INSTRUCTIONS TO FOLLOW
Report each line of the data that includes the word "linecap".

Dataset entries:
☆ ☆ ☆ ☆

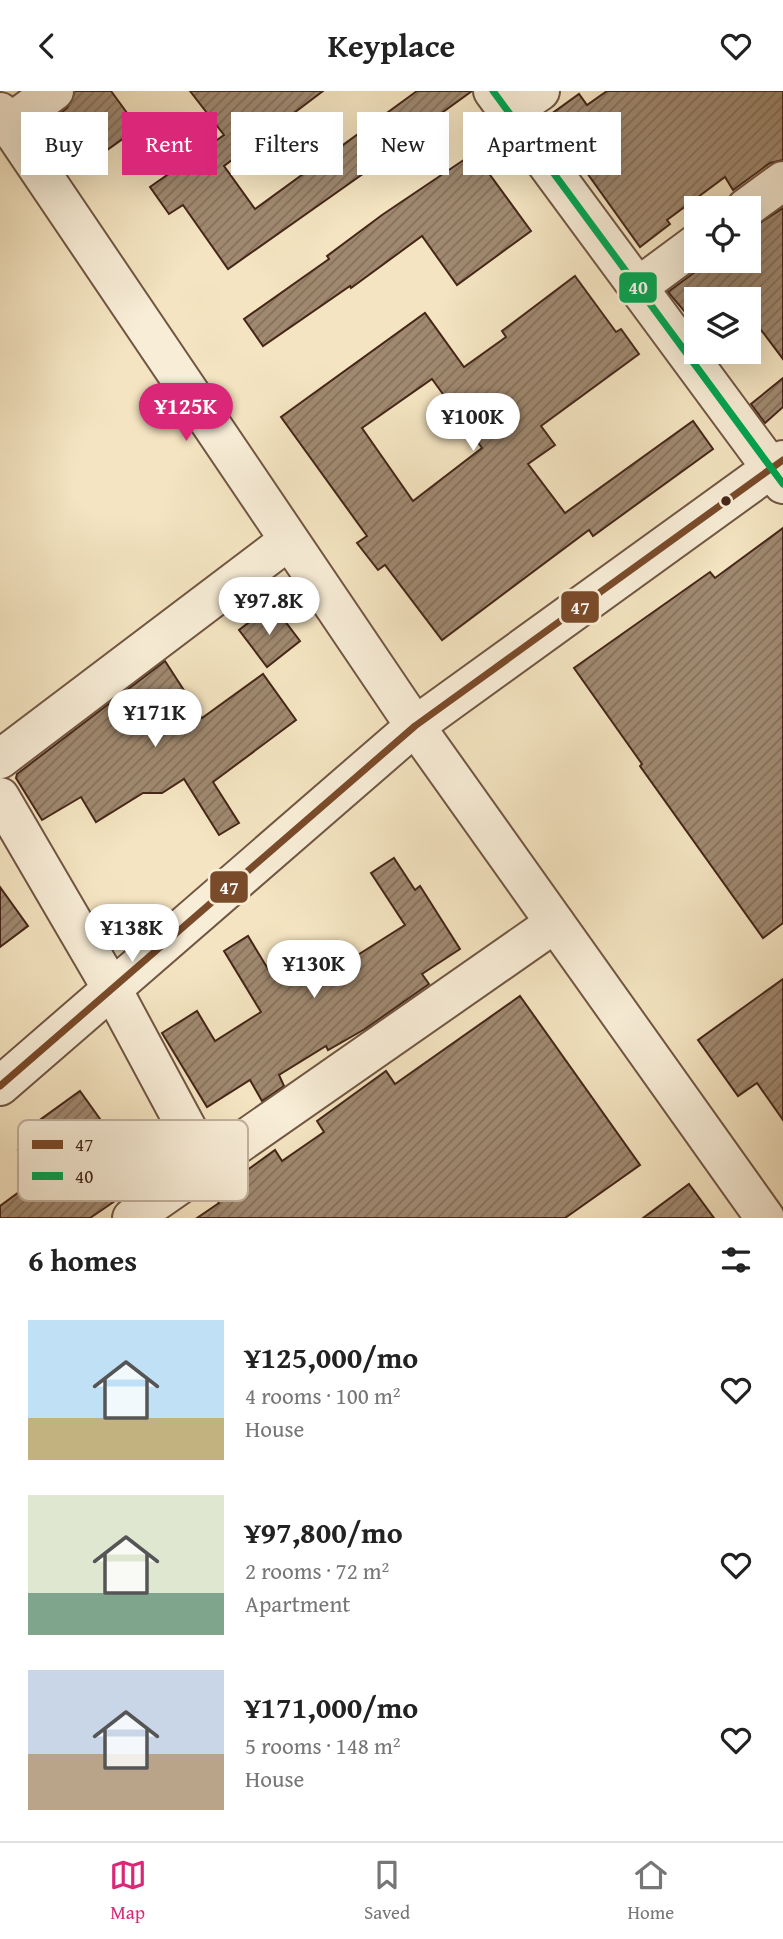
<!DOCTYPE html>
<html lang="en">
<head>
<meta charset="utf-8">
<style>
  body { margin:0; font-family:"Gentium Book Plus",serif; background:#f6f6f6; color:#222; height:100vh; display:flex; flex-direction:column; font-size:26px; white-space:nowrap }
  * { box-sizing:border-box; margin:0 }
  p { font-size:23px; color:#767676 }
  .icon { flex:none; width:38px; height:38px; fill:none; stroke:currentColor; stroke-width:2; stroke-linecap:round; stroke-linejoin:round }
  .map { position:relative; height:1127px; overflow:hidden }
  .details { display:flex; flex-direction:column; background:#fff; flex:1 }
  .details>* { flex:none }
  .guide { position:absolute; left:21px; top:21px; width:742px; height:63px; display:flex; gap:14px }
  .buttons { position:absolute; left:684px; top:105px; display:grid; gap:14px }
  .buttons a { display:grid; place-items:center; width:77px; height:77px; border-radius:0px; background:#fff; box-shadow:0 7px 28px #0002; font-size:35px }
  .price { position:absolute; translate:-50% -60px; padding:0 16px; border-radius:24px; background:#fff; color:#222; font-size:23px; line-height:46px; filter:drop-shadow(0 2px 4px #0008) }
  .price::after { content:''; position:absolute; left:50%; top:42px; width:21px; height:16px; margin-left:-10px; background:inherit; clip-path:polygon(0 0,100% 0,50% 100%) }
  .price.current { background:#db2777; color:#fff }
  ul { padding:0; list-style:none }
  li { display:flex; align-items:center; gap:21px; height:175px; padding:0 28px }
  li span { display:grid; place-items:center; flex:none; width:196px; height:140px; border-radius:0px; color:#555 }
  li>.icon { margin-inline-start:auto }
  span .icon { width:84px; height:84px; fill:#fffc; stroke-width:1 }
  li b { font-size:30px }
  h2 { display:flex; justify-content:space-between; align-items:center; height:84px; padding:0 28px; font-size:30px }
  .pill { padding:0 24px; border-radius:0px; background:#fff; box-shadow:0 7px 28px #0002; font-size:24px; line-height:63px }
  .pill.current { background:#db2777; color:#fff }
  header { display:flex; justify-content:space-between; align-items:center; height:91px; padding:0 28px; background:#fff; font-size:32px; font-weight:800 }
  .tabs { display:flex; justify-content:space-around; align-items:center; height:98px; border-top:2px solid #e0e0e0; background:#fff; font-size:19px; color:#767676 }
  .tabs a { display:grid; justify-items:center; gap:4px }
  .tabs .current { color:#db2777 }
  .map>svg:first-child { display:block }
  .building { fill:url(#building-hatch); stroke:#452618; stroke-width:2; fill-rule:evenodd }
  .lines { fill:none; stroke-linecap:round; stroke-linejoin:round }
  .minor-casing { stroke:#715642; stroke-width:42 }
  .minor { stroke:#f8edd7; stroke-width:38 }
  .bus-1-casing { stroke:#f8edd7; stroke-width:12 }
  .bus-2-casing { stroke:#f8edd7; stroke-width:12 }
  .bus-1 { stroke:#7a4b2a; stroke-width:7 }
  .bus-2 { stroke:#00a651; stroke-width:7 }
  .bus-dot { fill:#452618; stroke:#f8edd7; stroke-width:2.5 }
  .key { fill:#f8edd7; stroke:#c2b19e; stroke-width:2 }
  .key-label { font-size:19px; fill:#452618 }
  .line-badge { stroke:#f8edd7; stroke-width:2.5 }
  .badge-label { font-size:19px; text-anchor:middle; font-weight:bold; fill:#fff }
</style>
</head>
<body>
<header><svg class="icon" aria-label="back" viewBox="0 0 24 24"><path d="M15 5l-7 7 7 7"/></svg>Keyplace<svg class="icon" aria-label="heart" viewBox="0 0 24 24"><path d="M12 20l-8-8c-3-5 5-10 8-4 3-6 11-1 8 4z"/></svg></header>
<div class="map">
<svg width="783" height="1127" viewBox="0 0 783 1127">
  <defs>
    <pattern id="building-hatch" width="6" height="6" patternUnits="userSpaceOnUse" patternTransform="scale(1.75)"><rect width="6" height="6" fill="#a08970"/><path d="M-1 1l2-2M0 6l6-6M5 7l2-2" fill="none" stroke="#84705b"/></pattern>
  </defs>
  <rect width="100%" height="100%" fill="#f4e4c1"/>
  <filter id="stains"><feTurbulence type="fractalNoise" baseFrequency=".00286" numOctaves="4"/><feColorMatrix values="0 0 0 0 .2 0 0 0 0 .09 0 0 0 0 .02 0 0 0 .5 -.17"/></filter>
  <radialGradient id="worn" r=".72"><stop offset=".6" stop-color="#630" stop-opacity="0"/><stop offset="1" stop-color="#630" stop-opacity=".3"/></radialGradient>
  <g class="building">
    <path d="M75,0H111L138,37L79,79L46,33L67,17Z"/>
    <path d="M190,0H323L224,75L255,118L417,0H472L367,76V80L228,178L183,114L169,123L150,96L224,44Z"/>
    <path d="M607,0H783V69L770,72L733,99L725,86L667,129L670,133L640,156L547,26L579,3L587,14Z"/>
    <path d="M474,62L531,140L457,194L422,145L351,197L350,195L263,255L244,228L329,168L327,165L382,124Z"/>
    <path d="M783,117V268L749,223V208H696V234L668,201L710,170H749V139Z"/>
    <path d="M575,185L616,241L621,238L639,263L541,335L555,354L528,373L565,422L693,330L713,358L593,445L589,439L442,549L385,474L378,479L357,452L367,445L281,326L425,222L464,276L506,246L502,240ZM432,288L482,357L413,410L362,337Z"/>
    <path d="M783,287V316L765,332L751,313Z"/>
    <path d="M783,437V832L763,847L640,675L642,673L574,577L710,481L715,487Z"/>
    <path d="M265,519L274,531L281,525L300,550L267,576L239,539Z"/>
    <path d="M165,570L202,627L263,583L296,629L213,691L239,732L219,744L184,688L162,702H143L96,731L81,706L42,729L16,687L17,683Z"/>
    <path d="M394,767L415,799L420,795L460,858L422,883L429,893L365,938L328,959L326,955L279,984L284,995L262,1010L250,989L207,1016L162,942L197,920L215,950L261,921L224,860L248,845L271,883L312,859L326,884L405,834L371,782Z"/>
    <path d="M0,796L28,835L0,856Z"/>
    <path d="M783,888V1029L757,992L738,1005L698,949Z"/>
    <path d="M520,905L640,1074L565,1127H197L219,1112L213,1104L275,1059L282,1070L324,1041L317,1030L386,980L395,993Z"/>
    <path d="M80,1000L100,1028L91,1034L134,1097L90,1127H0V1115L38,1087L18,1059L27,1053L19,1044Z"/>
    <path d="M689,1093L714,1127H643Z"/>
  </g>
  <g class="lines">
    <g class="minor-casing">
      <g id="minor">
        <path d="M493,0L783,393"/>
        <path d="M0,21L415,635L765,1127"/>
        <path d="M508,22L540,0"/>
        <path d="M9,33L54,0"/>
        <path d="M746,117L783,90"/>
        <path d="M638,196L696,153"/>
        <path d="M0,668L288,450"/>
        <path d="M0,706L112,898L206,1073"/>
        <path d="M0,995L415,635L783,369"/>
        <path d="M132,1127L555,832"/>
      </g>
    </g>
    <use href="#minor" class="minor"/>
    <g class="bus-1-casing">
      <path id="bus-1" d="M0,995L415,635L783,369"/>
    </g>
    <g class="bus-2-casing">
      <path id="bus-2" d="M493,0L783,393"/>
    </g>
    <use href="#bus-1" class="bus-1"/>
    <use href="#bus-2" class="bus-2"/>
  </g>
  <circle class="bus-dot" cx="726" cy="410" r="6"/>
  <rect x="18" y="1029" width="230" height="81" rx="10" class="key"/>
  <rect x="32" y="1049" width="31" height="9" fill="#7a4b2a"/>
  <rect x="32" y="1081" width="31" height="8" fill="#00a651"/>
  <g class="key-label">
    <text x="75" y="1060">47</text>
    <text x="75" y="1092">40</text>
  </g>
  <g class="line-badge">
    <rect x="618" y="180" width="40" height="33" rx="7" fill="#00a651"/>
    <rect x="560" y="499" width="40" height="34" rx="7" fill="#7a4b2a"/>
    <rect x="209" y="779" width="40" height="34" rx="7" fill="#7a4b2a"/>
  </g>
  <g class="badge-label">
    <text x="638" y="203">40</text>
    <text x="580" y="523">47</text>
    <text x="229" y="803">47</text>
  </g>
  <rect width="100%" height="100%" filter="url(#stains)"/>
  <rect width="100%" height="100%" fill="url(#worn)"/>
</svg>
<div class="buttons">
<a><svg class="icon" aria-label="locate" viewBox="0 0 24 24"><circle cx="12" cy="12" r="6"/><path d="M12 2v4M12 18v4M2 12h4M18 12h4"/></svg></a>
<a><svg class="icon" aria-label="layers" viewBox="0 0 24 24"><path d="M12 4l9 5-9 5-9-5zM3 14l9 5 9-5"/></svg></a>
</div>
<b class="price current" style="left:186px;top:352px">¥125K</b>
<b class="price" style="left:473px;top:362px">¥100K</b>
<b class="price" style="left:269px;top:546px">¥97.8K</b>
<b class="price" style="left:155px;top:658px">¥171K</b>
<b class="price" style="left:132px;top:873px">¥138K</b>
<b class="price" style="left:314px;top:909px">¥130K</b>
<div class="guide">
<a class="pill">Buy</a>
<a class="pill current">Rent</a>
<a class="pill">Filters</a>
<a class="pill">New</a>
<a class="pill">Apartment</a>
</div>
</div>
<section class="details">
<h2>6 homes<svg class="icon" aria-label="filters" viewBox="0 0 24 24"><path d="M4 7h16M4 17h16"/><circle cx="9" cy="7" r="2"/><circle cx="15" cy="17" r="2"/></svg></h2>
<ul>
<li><span style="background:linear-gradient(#bfe0f5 70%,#c2b280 0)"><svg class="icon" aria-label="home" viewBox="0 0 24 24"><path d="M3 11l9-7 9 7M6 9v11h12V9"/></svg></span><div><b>¥125,000/mo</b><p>4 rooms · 100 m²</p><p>House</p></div><svg class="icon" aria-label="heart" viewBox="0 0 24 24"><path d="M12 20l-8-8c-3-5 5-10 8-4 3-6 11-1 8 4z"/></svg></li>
<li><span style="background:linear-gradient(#dfe7d0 70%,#7fa58c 0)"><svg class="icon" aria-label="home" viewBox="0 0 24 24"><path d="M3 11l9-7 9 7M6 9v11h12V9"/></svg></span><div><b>¥97,800/mo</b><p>2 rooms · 72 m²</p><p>Apartment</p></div><svg class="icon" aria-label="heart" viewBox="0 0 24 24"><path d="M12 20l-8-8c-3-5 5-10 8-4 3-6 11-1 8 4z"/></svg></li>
<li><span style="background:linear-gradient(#c9d6e8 60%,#b9a48a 0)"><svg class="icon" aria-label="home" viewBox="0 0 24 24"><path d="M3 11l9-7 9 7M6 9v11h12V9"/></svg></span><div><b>¥171,000/mo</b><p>5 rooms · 148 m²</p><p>House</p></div><svg class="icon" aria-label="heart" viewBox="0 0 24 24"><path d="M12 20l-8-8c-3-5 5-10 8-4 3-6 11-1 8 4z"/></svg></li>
</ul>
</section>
<nav class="tabs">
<a class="current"><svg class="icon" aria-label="map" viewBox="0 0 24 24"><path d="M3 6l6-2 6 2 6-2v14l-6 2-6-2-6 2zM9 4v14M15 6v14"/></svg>Map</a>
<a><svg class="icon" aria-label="saved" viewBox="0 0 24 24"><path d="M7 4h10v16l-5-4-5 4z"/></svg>Saved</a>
<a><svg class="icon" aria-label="home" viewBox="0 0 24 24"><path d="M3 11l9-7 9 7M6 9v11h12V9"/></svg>Home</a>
</nav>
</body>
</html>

☆ ☆ ☆ ☆

YOUR SOLUTION
  .icon { flex:none; width:38px; height:38px; fill:none; stroke:currentColor; stroke-width:2; stroke-linecap:round; stroke-linejoin:round }
  .lines { fill:none; stroke-linecap:round; stroke-linejoin:round }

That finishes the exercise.